• **Records supplied**
================================

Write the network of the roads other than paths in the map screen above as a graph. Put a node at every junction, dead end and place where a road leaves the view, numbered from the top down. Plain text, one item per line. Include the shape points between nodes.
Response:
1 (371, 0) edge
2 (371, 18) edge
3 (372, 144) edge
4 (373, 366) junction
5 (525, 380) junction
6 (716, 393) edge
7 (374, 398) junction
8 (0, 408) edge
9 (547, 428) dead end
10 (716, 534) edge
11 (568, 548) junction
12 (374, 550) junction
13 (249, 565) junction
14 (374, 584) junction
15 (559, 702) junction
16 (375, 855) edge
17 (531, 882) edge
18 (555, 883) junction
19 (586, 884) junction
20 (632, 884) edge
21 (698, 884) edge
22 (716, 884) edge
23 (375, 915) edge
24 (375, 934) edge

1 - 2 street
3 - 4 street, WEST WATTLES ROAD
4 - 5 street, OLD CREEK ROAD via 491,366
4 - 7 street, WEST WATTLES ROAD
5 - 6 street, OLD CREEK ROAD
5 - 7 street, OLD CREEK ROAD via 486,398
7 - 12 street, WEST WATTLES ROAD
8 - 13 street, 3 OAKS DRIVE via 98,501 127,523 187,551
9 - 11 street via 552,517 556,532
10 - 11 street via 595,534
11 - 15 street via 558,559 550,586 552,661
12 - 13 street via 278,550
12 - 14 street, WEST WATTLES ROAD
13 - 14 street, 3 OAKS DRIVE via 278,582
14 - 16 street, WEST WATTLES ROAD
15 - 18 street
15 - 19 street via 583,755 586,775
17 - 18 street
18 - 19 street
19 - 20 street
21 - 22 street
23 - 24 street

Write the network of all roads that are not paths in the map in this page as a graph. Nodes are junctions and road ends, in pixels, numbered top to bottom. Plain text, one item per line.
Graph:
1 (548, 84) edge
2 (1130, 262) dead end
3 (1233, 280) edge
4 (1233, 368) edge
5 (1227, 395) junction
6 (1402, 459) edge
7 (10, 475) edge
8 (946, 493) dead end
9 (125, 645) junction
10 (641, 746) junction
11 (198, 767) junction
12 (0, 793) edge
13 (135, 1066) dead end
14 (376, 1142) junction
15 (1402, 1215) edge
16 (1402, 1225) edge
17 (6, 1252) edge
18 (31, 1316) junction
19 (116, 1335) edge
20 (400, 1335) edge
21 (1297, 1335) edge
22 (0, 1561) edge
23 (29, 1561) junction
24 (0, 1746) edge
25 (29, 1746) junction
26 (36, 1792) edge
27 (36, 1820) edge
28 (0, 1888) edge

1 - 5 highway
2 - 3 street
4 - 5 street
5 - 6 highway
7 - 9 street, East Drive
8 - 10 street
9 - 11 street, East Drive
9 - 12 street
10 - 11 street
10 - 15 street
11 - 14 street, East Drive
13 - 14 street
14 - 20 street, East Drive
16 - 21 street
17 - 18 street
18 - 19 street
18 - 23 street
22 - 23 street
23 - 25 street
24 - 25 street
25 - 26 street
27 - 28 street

================================

• **What the exercise asks**
Find the word "Plain" in the listing above, then copy each line where it turns up.

• **Reply to the task**
Write the network of the roads other than paths in the map screen above as a graph. Put a node at every junction, dead end and place where a road leaves the view, numbered from the top down. Plain text, one item per line. Include the shape points between nodes.
Write the network of all roads that are not paths in the map in this page as a graph. Nodes are junctions and road ends, in pixels, numbered top to bottom. Plain text, one item per line.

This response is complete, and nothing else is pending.